**Material shown**
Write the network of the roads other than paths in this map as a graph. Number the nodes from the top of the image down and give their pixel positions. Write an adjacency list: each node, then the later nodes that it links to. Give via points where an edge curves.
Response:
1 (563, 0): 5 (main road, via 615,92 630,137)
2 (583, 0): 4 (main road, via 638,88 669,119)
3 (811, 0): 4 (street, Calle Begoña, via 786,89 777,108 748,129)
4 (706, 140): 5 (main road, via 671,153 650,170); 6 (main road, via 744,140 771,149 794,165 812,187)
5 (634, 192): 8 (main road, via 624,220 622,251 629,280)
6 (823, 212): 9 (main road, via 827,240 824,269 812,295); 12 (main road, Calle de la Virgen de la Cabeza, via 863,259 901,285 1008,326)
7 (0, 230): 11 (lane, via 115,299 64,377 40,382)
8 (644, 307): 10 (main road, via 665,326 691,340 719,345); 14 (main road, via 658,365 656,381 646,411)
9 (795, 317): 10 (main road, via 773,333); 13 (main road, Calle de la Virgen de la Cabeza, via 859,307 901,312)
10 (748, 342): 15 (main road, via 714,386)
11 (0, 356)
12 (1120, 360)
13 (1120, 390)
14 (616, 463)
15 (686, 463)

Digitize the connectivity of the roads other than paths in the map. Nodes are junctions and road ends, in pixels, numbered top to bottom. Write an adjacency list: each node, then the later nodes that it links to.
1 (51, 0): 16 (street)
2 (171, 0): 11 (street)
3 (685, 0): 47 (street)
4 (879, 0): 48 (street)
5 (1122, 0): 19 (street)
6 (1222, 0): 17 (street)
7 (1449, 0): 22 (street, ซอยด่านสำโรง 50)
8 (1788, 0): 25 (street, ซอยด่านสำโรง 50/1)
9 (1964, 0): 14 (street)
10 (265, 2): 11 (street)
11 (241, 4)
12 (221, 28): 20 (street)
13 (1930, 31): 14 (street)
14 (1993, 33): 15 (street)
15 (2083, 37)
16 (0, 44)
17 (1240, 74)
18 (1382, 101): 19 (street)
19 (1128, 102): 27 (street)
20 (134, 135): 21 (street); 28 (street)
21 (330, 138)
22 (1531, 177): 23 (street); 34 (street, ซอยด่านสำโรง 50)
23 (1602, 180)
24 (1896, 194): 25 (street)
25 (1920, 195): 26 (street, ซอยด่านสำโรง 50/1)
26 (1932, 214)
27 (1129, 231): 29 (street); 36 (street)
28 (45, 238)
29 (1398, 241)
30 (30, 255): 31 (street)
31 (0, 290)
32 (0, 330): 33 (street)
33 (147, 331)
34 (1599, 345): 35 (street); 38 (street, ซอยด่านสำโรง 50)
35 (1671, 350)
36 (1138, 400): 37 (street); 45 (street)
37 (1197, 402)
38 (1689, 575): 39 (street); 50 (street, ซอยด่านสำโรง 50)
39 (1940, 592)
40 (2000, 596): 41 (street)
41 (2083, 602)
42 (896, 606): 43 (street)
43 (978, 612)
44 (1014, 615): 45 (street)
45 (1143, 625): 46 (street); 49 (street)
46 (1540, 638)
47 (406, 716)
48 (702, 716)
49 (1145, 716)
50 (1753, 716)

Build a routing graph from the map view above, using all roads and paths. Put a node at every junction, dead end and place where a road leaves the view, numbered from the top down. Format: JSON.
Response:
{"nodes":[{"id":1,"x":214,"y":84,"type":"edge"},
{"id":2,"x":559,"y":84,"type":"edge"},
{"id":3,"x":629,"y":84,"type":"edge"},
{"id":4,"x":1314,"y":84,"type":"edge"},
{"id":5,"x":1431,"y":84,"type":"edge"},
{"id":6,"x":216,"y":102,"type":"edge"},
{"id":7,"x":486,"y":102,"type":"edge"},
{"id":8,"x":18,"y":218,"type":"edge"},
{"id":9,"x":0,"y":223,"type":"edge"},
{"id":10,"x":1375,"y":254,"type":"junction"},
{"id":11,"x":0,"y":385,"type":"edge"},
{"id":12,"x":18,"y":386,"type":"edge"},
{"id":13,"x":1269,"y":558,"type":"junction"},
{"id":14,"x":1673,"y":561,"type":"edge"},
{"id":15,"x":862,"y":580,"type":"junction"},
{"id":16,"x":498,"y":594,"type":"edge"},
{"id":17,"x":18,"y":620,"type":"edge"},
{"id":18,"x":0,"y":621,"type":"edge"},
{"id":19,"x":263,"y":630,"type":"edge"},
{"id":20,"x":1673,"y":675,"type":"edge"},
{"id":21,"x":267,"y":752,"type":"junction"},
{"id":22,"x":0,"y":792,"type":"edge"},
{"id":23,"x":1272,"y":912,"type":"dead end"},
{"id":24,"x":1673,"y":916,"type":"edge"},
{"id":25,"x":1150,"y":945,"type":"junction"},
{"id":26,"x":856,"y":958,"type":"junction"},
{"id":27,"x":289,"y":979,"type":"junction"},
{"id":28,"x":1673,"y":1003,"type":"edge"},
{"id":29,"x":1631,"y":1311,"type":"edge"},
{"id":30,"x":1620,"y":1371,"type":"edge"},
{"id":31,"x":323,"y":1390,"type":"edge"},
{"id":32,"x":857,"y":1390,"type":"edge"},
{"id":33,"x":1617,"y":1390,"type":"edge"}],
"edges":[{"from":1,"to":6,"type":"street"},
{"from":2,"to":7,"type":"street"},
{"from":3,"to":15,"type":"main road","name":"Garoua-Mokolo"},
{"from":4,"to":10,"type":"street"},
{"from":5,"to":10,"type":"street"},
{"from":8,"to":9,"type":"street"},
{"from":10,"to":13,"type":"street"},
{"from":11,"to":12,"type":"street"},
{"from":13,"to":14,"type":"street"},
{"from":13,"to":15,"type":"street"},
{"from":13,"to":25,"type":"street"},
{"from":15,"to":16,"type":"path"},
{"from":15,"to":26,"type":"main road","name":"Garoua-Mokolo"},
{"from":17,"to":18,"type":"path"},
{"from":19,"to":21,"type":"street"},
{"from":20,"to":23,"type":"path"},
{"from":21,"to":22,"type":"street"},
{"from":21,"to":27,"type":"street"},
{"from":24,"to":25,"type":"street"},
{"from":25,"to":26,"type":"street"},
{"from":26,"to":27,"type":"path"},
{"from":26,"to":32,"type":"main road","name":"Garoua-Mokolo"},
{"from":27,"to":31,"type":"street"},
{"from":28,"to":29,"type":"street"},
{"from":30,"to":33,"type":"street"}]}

**Assignment**
Each line in the data that holds the string "Virgen" must be returned.

**Output of the exercise**
6 (823, 212): 9 (main road, via 827,240 824,269 812,295); 12 (main road, Calle de la Virgen de la Cabeza, via 863,259 901,285 1008,326)
9 (795, 317): 10 (main road, via 773,333); 13 (main road, Calle de la Virgen de la Cabeza, via 859,307 901,312)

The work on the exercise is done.